De leden van de CDA-fractie hebben met belangstelling kennisgenomen van de brief van de staatssecretaris inzake lokale en regionale omroepen. Deze leden constateren naar tevredenheid dat de knelpunten rond de vennootschapsbelasting voor de lokale en regionale omroepen zich niet meer voordoen.

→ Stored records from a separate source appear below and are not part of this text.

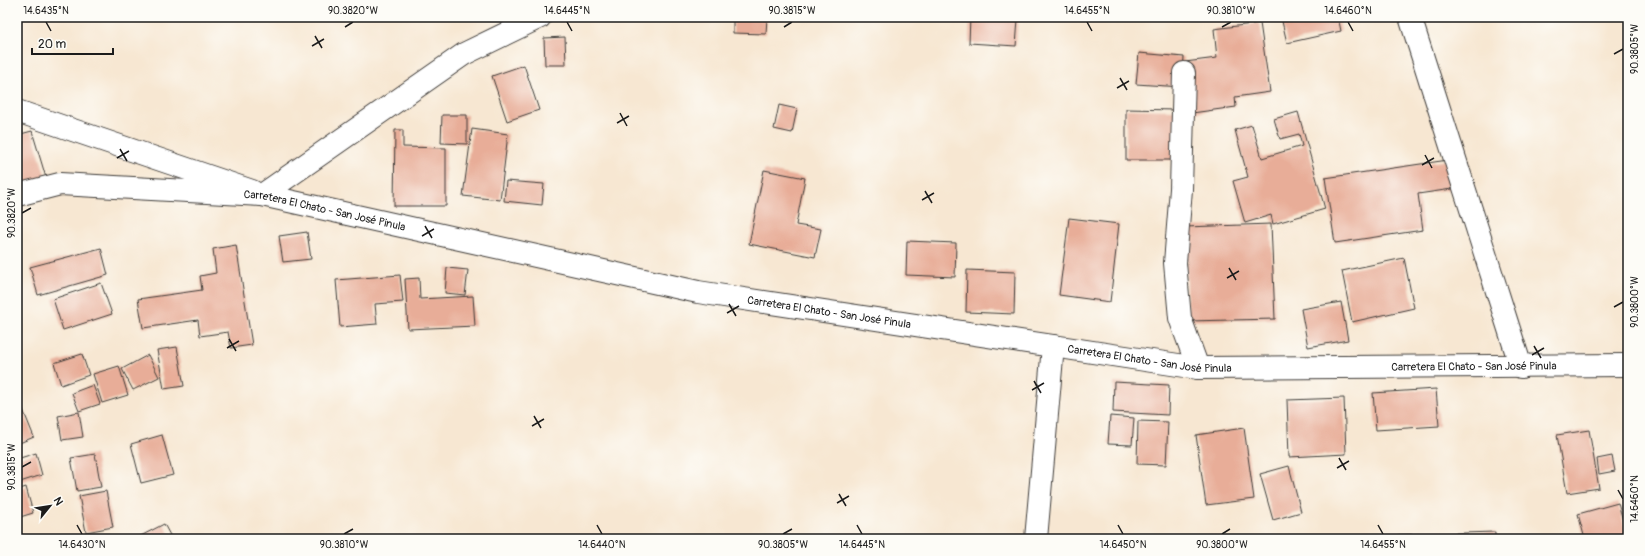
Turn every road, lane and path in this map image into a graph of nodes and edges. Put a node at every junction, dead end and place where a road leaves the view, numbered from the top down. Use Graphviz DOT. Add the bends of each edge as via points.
graph roads {
  1 [pos="540,17"];
  2 [pos="1410,17"];
  3 [pos="1184,73"];
  4 [pos="17,111"];
  5 [pos="17,195"];
  6 [pos="262,195"];
  7 [pos="1053,346"];
  8 [pos="1628,365"];
  9 [pos="1521,367"];
  10 [pos="1198,368"];
  11 [pos="1036,539"];
  1 -- 6 [label="main road" via="464,54"];
  2 -- 9 [label="main road"];
  3 -- 10 [label="main road" via="1181,189 1175,263 1180,318"];
  4 -- 6 [label="main road"];
  5 -- 6 [label="main road, Carretera El Chato - San José Pinula" via="60,184"];
  6 -- 7 [label="main road, Carretera El Chato - San José Pinula" via="698,292"];
  7 -- 10 [label="main road, Carretera El Chato - San José Pinula"];
  7 -- 11 [label="main road"];
  8 -- 9 [label="main road, Carretera El Chato - San José Pinula"];
  9 -- 10 [label="main road, Carretera El Chato - San José Pinula"];
}
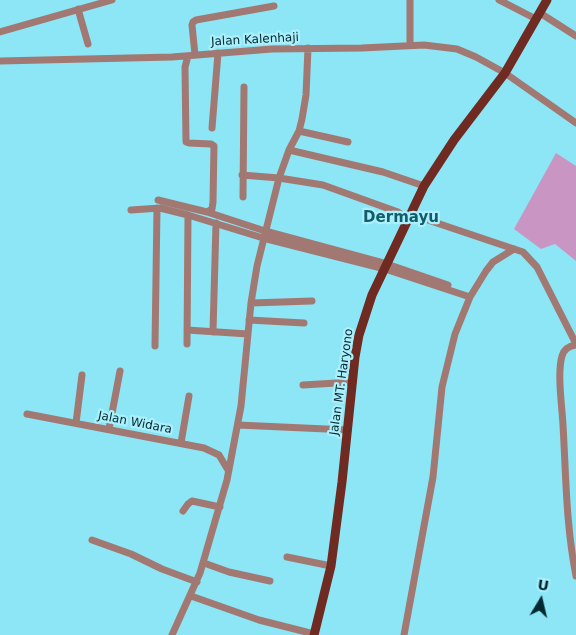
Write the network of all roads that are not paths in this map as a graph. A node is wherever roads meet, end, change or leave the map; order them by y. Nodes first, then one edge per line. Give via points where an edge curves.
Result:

De leden van deze fractie hebben er altijd voor gepleit dat de rijksmiddelen bedoeld voor de regionale omroep ook daadwerkelijk besteed moeten worden aan de regionale omroepen. De leden gaan ervan uit dat de Mediawet inzake de nieuwe financieringsstructuur voor de regionale omroep en de garanties door het Interprovinciaal Overleg (IPO) in de toekomst zullen zorgen voor een heldere financieringsstructuur. De staatssecretaris gaat ervan uit dat de provincie Flevoland en de regionale omroep Flevoland tot een voor beide partijen bevredigende oplossing komen. De leden van de CDA-fractie spreken de verwachting uit dat het conflict tussen de provincie en Omroep Flevoland in goed overleg wordt opgelost en vragen de staatssecretaris de Kamer te informeren over de uitkomst ervan.

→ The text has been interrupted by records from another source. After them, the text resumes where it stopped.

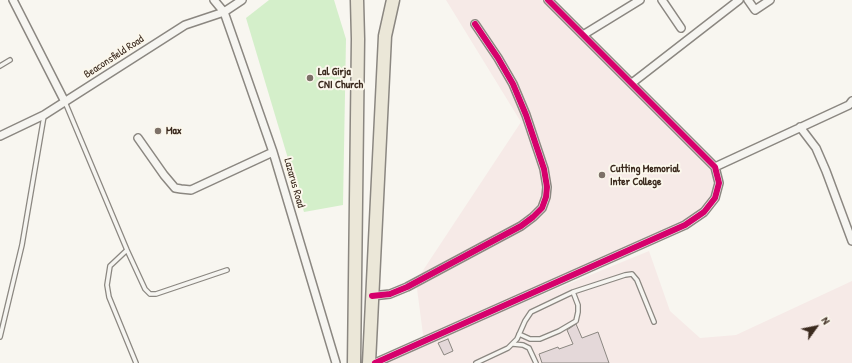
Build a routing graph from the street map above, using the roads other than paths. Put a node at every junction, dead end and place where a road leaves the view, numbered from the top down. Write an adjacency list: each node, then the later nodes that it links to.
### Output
1 (13, 0): 19 (street)
2 (214, 0): 12 (street)
3 (242, 0): 12 (street, Beaconsfield Road)
4 (357, 0): 36 (main road)
5 (393, 0): 31 (main road)
6 (548, 0): 15 (street)
7 (640, 0): 15 (street)
8 (662, 0): 14 (street)
9 (739, 0): 18 (street)
10 (748, 0): 11 (street)
11 (770, 0)
12 (224, 12): 19 (street, Beaconsfield Road); 25 (street, Lazarus Road)
13 (475, 24): 31 (street)
14 (681, 28)
15 (584, 35): 18 (street)
16 (10, 60): 17 (lane)
17 (0, 66)
18 (632, 83): 26 (street)
19 (65, 102): 21 (street, Beaconsfield Road); 28 (lane)
20 (851, 106): 22 (street)
21 (44, 115): 23 (street, Beaconsfield Road); 34 (lane)
22 (800, 127): 26 (street); 27 (street)
23 (0, 136)
24 (138, 138): 25 (street)
25 (273, 152): 38 (street, Lazarus Road)
26 (715, 166): 40 (street)
27 (852, 241)
28 (128, 250): 29 (lane); 37 (lane)
29 (227, 270)
30 (573, 292): 32 (lane); 33 (lane); 33 (lane)
31 (372, 296): 39 (main road)
32 (654, 322)
33 (519, 334): 35 (lane)
34 (0, 337)
35 (513, 344): 41 (lane); 42 (lane)
36 (354, 357)
37 (136, 363)
38 (336, 363)
39 (369, 363)
40 (375, 363)
41 (476, 363)
42 (536, 363)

De leden van de PvdA-fractie zijn blij om te horen dat de problemen met de Vennootschapsbelasting (Vpb)-heffing eindelijk zijn opgelost. Zij vragen zich wel af hoe het komt dat in 2001 nog in zo veel gevallen geen gebruik werd gemaakt van de mogelijkheid die de wijziging van de Mediawet uit 1996 (publiekrechtelijke benoeming van de leden van het programmabeleidbepalende orgaan) hen biedt, waarmee vrijstelling voor het betalen van Vpb gerealiseerd wordt? Waarom hebben de drie omroepen waarvan in 2001 bleek dat ze Vpb hebben betaald hun geld niet teruggekregen, zo vragen deze leden.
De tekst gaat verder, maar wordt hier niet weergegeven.